Task instructions =>
Repeat, line for line, the entries below from the first line to the line containing "I need the junctions and links of all roads and", counting both ends.

Dataset entries:

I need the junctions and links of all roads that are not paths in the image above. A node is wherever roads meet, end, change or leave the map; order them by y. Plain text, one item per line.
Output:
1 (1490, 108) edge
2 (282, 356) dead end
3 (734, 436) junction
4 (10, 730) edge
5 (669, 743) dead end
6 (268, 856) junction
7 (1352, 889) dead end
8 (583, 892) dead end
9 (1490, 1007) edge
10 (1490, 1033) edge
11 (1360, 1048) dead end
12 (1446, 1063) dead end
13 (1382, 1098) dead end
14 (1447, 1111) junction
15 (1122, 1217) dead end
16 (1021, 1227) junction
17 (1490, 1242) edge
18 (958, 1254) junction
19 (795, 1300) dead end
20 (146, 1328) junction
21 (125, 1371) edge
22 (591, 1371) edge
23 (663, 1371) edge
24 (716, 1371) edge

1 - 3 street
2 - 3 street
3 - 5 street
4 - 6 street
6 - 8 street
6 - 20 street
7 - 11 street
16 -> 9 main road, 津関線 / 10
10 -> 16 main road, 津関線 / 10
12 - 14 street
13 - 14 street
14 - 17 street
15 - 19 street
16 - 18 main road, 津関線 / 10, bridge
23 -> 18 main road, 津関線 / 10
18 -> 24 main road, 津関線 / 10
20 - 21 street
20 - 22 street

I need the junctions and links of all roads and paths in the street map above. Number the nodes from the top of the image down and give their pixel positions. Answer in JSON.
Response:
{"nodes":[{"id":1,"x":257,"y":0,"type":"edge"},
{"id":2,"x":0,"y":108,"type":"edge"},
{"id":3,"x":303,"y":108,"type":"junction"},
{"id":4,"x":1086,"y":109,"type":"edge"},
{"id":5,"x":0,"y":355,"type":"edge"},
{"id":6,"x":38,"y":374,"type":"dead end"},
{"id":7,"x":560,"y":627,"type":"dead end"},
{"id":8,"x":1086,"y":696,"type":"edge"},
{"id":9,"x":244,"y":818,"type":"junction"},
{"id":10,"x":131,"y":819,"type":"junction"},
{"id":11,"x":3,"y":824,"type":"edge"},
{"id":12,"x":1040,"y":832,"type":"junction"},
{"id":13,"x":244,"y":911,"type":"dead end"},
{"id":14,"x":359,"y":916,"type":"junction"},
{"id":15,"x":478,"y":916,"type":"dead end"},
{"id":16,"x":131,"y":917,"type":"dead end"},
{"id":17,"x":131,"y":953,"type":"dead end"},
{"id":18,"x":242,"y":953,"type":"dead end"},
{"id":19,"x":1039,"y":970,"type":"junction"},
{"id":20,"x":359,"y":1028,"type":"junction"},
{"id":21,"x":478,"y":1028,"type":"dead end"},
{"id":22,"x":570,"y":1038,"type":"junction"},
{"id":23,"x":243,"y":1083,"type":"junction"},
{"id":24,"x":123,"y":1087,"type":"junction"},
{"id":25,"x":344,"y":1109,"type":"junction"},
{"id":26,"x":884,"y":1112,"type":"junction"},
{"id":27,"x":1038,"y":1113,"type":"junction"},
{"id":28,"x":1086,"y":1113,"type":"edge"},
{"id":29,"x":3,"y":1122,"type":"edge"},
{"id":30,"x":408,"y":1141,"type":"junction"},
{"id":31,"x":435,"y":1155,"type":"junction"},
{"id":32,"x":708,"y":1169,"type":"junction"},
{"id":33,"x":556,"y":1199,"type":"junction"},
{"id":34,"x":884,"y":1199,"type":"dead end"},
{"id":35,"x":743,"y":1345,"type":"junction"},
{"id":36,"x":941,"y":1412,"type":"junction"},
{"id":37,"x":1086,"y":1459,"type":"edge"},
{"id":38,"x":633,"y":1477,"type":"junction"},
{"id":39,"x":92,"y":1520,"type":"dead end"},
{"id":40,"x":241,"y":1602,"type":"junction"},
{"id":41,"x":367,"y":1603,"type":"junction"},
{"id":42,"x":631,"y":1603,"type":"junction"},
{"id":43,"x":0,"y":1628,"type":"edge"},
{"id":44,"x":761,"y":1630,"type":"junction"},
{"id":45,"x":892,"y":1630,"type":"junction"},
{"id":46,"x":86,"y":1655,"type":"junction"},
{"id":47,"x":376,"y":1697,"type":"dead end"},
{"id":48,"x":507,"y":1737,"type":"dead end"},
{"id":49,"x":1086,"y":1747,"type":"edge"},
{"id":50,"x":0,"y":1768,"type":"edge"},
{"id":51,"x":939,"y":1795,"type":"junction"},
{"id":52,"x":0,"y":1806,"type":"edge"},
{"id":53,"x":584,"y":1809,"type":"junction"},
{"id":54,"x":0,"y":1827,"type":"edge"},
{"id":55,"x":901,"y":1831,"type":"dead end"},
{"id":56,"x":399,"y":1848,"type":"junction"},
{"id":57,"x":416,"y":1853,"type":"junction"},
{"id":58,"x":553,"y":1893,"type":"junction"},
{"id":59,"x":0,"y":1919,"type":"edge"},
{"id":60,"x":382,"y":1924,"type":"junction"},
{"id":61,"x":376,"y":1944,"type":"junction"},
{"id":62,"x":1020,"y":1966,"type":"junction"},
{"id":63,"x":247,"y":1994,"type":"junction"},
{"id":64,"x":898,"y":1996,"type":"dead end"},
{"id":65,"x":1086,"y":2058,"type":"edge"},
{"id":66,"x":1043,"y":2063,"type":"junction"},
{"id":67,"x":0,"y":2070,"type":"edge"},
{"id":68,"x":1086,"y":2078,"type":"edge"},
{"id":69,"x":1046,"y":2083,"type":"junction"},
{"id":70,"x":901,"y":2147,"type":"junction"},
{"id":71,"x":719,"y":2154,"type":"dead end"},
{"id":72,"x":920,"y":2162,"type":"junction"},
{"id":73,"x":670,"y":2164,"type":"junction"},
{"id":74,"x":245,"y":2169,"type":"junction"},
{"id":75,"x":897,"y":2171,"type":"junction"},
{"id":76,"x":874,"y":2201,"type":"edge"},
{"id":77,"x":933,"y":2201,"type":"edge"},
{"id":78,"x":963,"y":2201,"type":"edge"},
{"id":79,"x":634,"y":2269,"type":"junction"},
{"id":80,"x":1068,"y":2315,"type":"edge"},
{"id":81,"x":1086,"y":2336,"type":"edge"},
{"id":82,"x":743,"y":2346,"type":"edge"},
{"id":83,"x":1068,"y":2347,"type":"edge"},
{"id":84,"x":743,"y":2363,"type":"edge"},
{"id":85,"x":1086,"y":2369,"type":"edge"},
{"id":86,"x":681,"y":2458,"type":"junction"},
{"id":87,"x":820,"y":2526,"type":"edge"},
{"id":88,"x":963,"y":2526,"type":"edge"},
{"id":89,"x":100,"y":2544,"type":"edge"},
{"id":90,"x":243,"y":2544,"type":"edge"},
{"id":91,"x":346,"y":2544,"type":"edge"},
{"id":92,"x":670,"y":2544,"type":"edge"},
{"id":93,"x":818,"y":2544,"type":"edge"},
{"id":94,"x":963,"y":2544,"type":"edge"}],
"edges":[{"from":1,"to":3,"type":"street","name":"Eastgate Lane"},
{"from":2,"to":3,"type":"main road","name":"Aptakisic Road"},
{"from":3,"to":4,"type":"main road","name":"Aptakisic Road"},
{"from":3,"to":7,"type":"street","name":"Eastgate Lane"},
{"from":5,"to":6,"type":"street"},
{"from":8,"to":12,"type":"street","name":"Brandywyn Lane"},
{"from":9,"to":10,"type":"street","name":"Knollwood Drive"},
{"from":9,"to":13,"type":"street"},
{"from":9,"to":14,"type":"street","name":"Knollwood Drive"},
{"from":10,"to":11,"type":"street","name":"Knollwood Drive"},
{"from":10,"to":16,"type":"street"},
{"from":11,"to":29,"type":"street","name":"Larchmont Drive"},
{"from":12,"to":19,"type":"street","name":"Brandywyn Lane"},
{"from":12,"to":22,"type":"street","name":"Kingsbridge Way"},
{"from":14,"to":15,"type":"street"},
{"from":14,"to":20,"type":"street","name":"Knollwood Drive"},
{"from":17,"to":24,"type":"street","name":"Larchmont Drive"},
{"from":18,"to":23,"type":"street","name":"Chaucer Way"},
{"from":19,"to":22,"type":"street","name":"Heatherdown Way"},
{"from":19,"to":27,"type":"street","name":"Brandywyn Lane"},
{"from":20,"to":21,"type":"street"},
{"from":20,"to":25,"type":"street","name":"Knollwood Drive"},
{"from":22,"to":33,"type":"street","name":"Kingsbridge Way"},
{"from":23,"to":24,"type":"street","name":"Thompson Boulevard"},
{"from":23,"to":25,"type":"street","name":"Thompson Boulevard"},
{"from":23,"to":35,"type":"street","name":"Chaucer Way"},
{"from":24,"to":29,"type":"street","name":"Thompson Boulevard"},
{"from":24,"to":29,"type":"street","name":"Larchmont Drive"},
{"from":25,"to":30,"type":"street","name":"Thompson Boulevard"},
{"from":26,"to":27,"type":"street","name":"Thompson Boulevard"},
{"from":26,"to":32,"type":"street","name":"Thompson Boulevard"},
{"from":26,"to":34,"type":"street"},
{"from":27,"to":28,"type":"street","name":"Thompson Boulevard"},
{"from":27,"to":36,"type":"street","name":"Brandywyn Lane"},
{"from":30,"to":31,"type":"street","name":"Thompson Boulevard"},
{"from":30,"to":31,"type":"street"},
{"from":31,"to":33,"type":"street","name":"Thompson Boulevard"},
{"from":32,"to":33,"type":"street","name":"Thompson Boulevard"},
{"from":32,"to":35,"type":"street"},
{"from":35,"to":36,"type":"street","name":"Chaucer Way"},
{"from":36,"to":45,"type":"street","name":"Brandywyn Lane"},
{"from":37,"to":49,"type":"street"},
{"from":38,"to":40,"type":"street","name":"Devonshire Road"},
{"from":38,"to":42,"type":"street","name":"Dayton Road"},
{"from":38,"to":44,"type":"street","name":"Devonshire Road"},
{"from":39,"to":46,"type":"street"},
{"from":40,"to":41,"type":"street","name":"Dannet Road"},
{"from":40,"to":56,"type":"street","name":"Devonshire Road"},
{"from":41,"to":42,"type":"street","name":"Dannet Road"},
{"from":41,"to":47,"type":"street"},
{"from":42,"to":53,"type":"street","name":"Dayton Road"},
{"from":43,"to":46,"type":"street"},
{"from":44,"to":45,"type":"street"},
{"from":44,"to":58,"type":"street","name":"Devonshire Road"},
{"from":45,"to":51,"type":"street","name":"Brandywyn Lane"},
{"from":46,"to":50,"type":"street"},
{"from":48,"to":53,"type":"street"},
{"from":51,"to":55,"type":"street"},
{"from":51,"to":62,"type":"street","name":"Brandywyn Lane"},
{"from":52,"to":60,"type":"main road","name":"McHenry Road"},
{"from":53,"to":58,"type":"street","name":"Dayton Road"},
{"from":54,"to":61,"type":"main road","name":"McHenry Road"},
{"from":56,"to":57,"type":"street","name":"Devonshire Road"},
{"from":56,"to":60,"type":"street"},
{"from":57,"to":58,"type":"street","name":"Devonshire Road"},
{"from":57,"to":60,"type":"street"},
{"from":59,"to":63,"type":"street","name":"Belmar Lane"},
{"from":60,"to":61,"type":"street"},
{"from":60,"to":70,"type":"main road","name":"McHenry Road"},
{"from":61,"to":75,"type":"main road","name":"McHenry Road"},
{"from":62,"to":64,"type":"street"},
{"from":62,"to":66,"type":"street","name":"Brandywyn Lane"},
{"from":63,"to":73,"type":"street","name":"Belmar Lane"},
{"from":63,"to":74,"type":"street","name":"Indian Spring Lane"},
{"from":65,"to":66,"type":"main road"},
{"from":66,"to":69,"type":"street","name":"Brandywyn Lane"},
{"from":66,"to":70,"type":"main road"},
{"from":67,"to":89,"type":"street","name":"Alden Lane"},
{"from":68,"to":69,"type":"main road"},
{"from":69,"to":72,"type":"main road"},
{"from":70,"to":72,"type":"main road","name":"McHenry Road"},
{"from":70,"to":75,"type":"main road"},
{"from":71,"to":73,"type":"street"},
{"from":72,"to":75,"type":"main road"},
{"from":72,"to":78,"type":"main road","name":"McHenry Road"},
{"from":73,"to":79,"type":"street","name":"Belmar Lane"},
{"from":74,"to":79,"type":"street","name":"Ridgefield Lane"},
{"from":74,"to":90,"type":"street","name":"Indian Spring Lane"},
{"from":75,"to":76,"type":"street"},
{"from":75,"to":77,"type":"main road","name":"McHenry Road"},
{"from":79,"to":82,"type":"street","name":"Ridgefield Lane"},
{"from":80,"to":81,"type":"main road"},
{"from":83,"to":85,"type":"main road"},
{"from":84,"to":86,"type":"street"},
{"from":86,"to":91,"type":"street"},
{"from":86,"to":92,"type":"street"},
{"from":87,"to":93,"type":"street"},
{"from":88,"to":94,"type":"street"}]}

Answer box =>
I need the junctions and links of all roads that are not paths in the image above. A node is wherever roads meet, end, change or leave the map; order them by y. Plain text, one item per line.
Output:
1 (1490, 108) edge
2 (282, 356) dead end
3 (734, 436) junction
4 (10, 730) edge
5 (669, 743) dead end
6 (268, 856) junction
7 (1352, 889) dead end
8 (583, 892) dead end
9 (1490, 1007) edge
10 (1490, 1033) edge
11 (1360, 1048) dead end
12 (1446, 1063) dead end
13 (1382, 1098) dead end
14 (1447, 1111) junction
15 (1122, 1217) dead end
16 (1021, 1227) junction
17 (1490, 1242) edge
18 (958, 1254) junction
19 (795, 1300) dead end
20 (146, 1328) junction
21 (125, 1371) edge
22 (591, 1371) edge
23 (663, 1371) edge
24 (716, 1371) edge

1 - 3 street
2 - 3 street
3 - 5 street
4 - 6 street
6 - 8 street
6 - 20 street
7 - 11 street
16 -> 9 main road, 津関線 / 10
10 -> 16 main road, 津関線 / 10
12 - 14 street
13 - 14 street
14 - 17 street
15 - 19 street
16 - 18 main road, 津関線 / 10, bridge
23 -> 18 main road, 津関線 / 10
18 -> 24 main road, 津関線 / 10
20 - 21 street
20 - 22 street

I need the junctions and links of all roads and paths in the street map above. Number the nodes from the top of the image down and give their pixel positions. Answer in JSON.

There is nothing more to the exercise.